Le riserve di petrolio e gas – Eppure, secondo l’Agenzia internazionale dell’Energia (Iea), per limitare a 1,5°C il riscaldamento globale (obiettivo che, ad oggi, non è condiviso a livello planetario), è necessario non solo fermare l’estrazione del carbone, ma anche non inaugurare più, fin da subito, nuovi pozzi di petrolio o giacimenti di gas. Uno studio appena pubblicato sulla rivista scientifica Nature, suggerisce che per avere una probabilità del 50% di non superare la soglia degli 1,5°C dovremmo lasciare nel sottosuolo l’89% delle riserve di carbone, il 58% di quelle di petrolio e il 59% delle riserve di gas naturale. Se vogliamo aspirare a probabilità più alte, dovremmo lasciarle quasi tutte le riserve intatte.

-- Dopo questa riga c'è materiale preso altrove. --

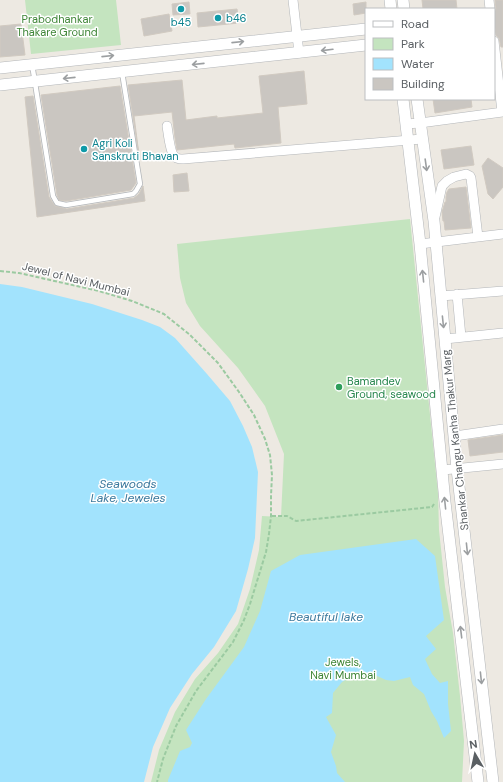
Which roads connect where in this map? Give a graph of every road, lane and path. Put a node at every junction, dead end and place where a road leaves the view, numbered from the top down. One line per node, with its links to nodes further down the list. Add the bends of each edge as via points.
1 (293, 0): 3 (street)
2 (365, 29): 3 (street)
3 (298, 36): 6 (street); 7 (street, one-way to 3)
4 (365, 45): 6 (street, one-way to 6)
5 (495, 50): 14 (street)
6 (299, 53): 9 (street, one-way to 9)
7 (32, 64): 8 (street); 10 (lane)
8 (0, 68)
9 (122, 72): 10 (street, one-way to 10); 10 (lane, via 140,184 133,194 66,205 58,203 53,196)
10 (35, 81): 11 (street)
11 (0, 85)
12 (403, 100): 16 (street, Shankar Changu Kanha Thakur Marg)
13 (417, 100): 15 (street, Shankar Changu Kanha Thakur Marg)
14 (502, 112): 15 (street)
15 (420, 123): 16 (street); 18 (street, Shankar Changu Kanha Thakur Marg)
16 (406, 124): 19 (street, Shankar Changu Kanha Thakur Marg)
17 (167, 126): 19 (street, via 174,157 183,159)
18 (422, 139): 19 (street); 20 (street, Shankar Changu Kanha Thakur Marg, one-way to 20)
19 (408, 140): 24 (street, Shankar Changu Kanha Thakur Marg)
20 (434, 221): 22 (street, via 442,186 447,180 466,174 472,178); 23 (street, Shankar Changu Kanha Thakur Marg)
21 (503, 234): 22 (street)
22 (478, 237): 23 (street)
23 (435, 242): 24 (street); 28 (street, Shankar Changu Kanha Thakur Marg)
24 (420, 244): 36 (street, Shankar Changu Kanha Thakur Marg, one-way to 24)
25 (0, 271): 38 (path, Jewel of Navi Mumbai, via 85,288 132,301 164,314 188,334 218,363 254,415 265,439 272,475)
26 (503, 291): 27 (street)
27 (457, 294): 28 (street); 30 (street)
28 (440, 296): 31 (street, Shankar Changu Kanha Thakur Marg, one-way to 31)
29 (503, 333): 30 (street)
30 (461, 338): 31 (street)
31 (445, 339): 33 (street, Shankar Changu Kanha Thakur Marg)
32 (503, 429): 33 (street)
33 (454, 436): 35 (street, Shankar Changu Kanha Thakur Marg)
34 (503, 464): 35 (street)
35 (457, 468): 36 (street); 41 (street, Shankar Changu Kanha Thakur Marg, one-way to 41)
36 (442, 470): 40 (street, Shankar Changu Kanha Thakur Marg, one-way to 36)
37 (436, 502): 38 (path, via 432,507 296,521 287,516)
38 (271, 516): 39 (path, Jewel of Navi Mumbai, via 266,552 244,620 233,642 196,691 176,726 163,759)
39 (158, 782)
40 (478, 782)
41 (493, 782)

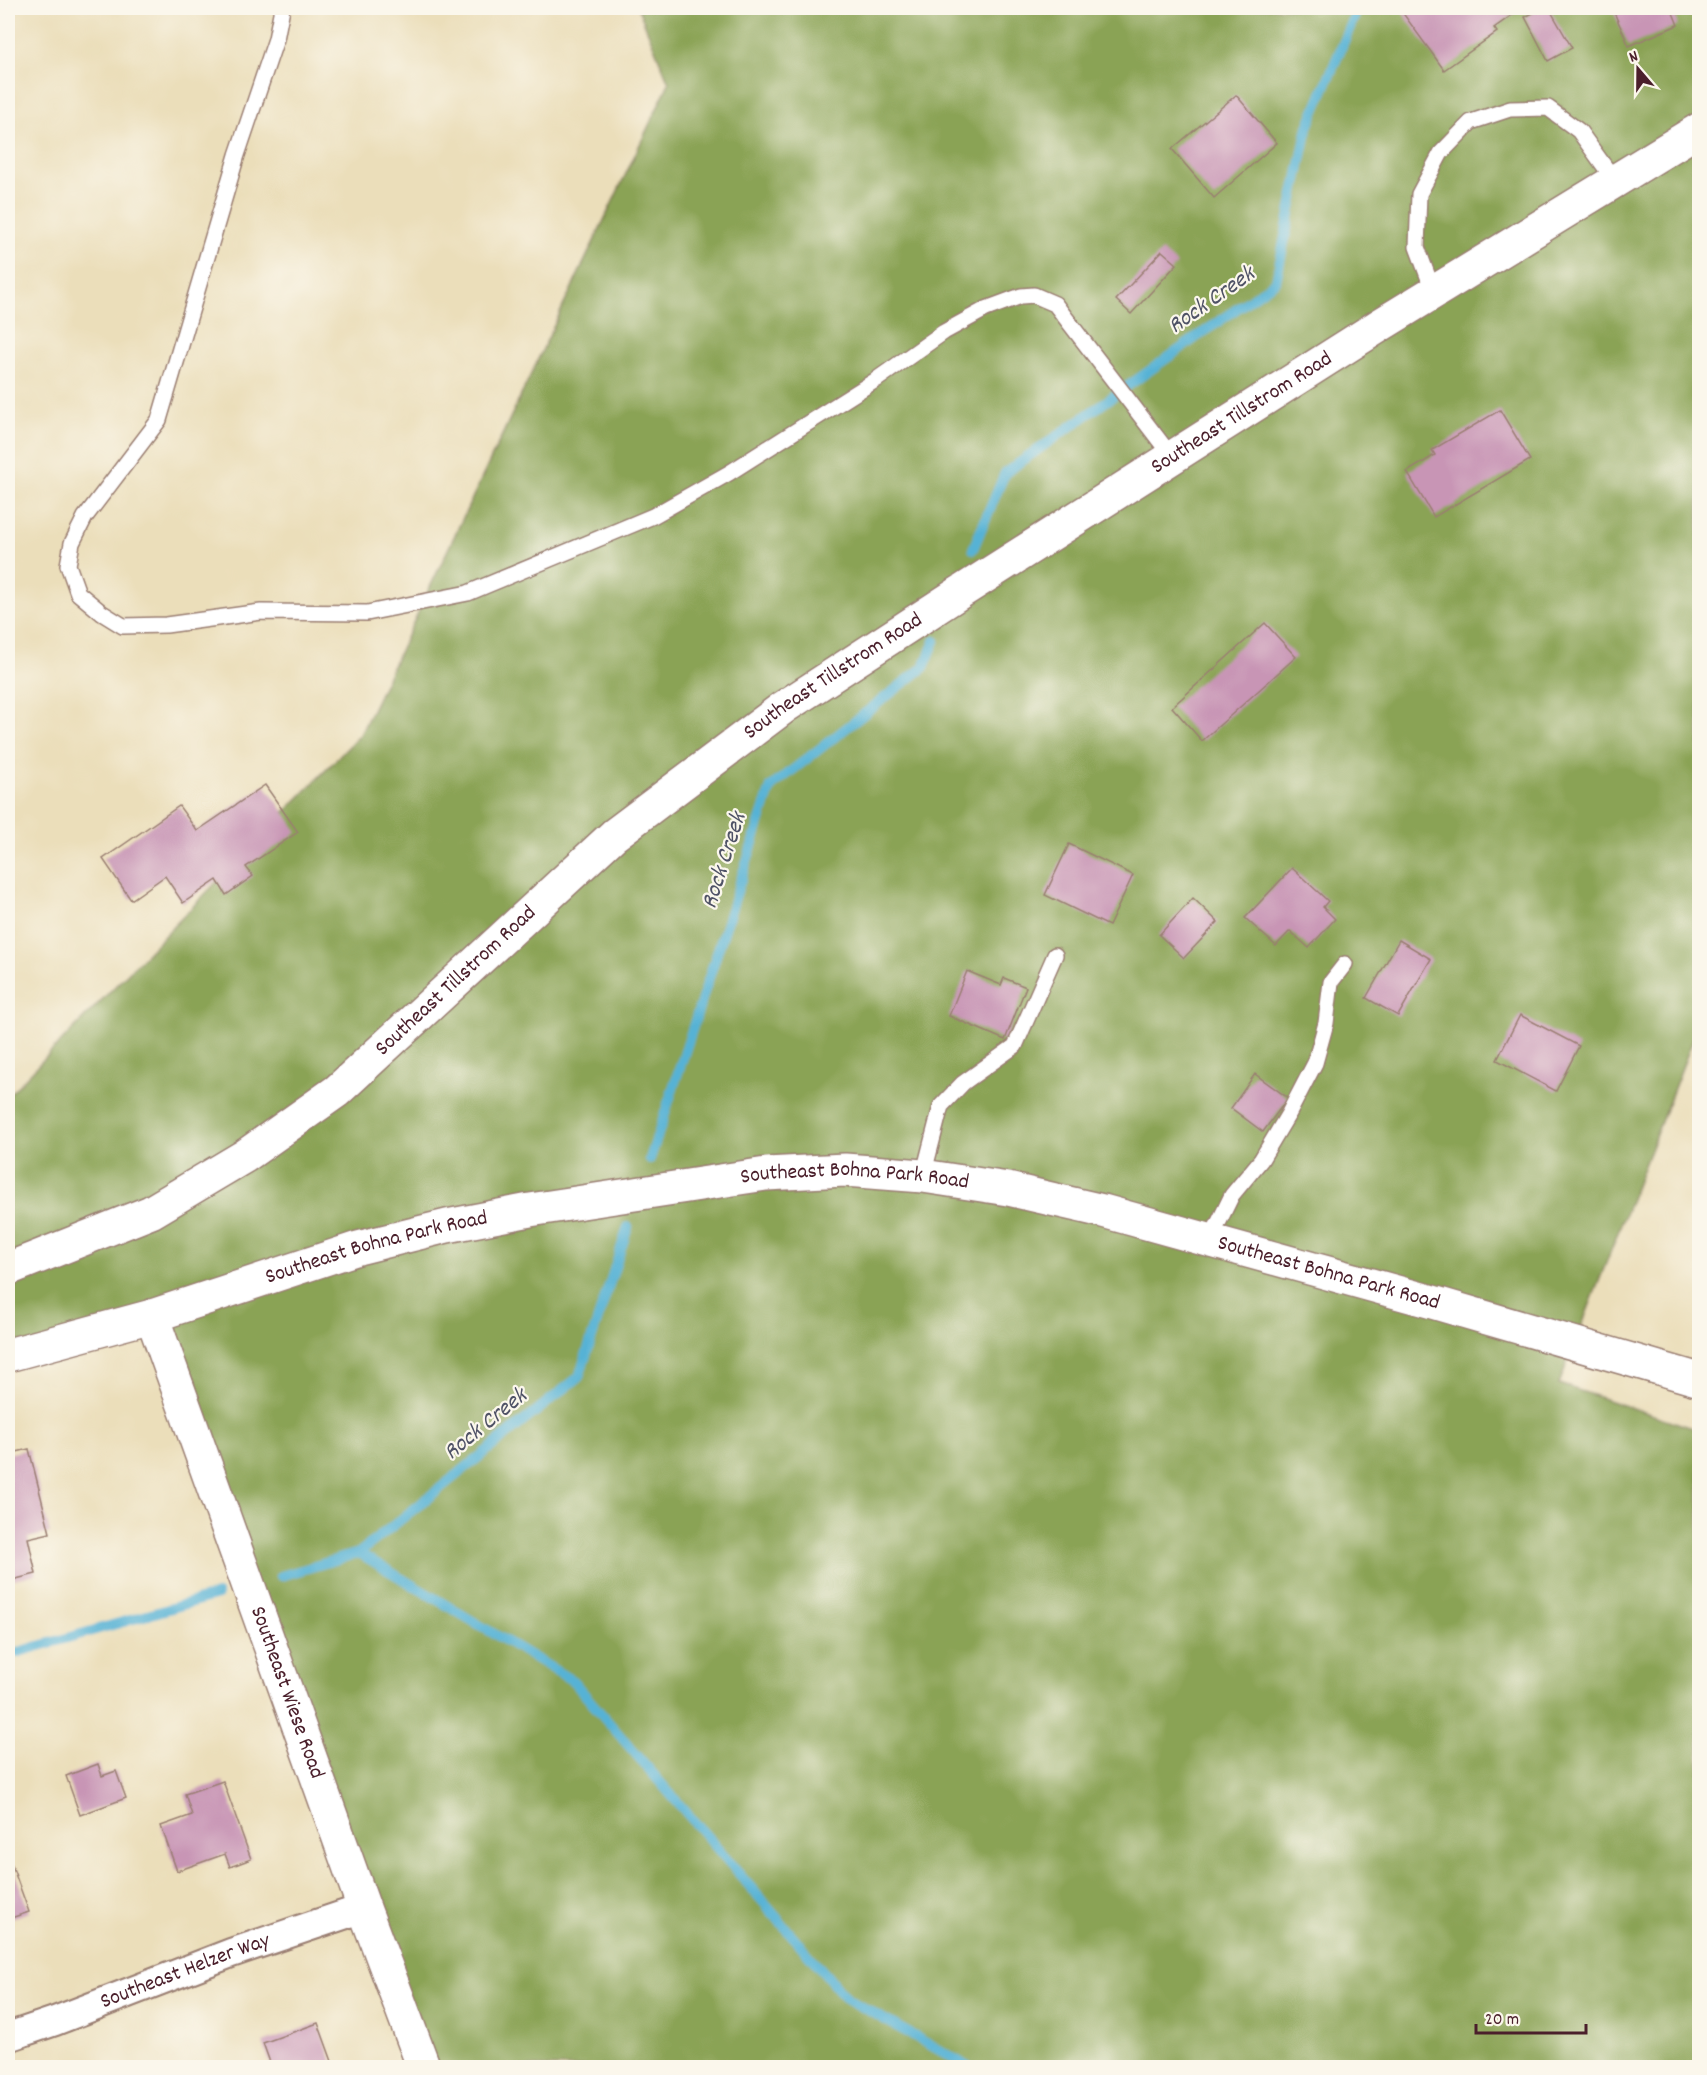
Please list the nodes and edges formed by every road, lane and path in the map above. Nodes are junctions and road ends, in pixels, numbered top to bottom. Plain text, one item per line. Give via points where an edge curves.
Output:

Impossibile, se si fa i conti con la realtà. La stessa Boga, sul suo sito istituzionale, spiega che gli attuali piani dei governi “prevedono un aumento della produzione di petrolio e gas che comporterebbe una produzione di gas entro il 2030 superiore del 57% rispetto alla soglia che sarebbe coerente con il limite degli 1,5°C”. Basta dare uno sguardo alla ‘Global Oil & Gas Exit List’ pubblicata di recente da un gruppo di organizzazioni, tra cui ReCommon e Greenpeace e che raccoglie dati sulle attività di 887 aziende petrolifere e del gas. L’80% circa dei produttori oil & gas analizzati nel database si appresta a sviluppare nuove riserve di idrocarburi nei prossimi anni. In prima linea ci sono Qatar Energy, Gazprom, Saudi Aramco, ExxonMobil e Petrobras, ma non sono certo le uniche.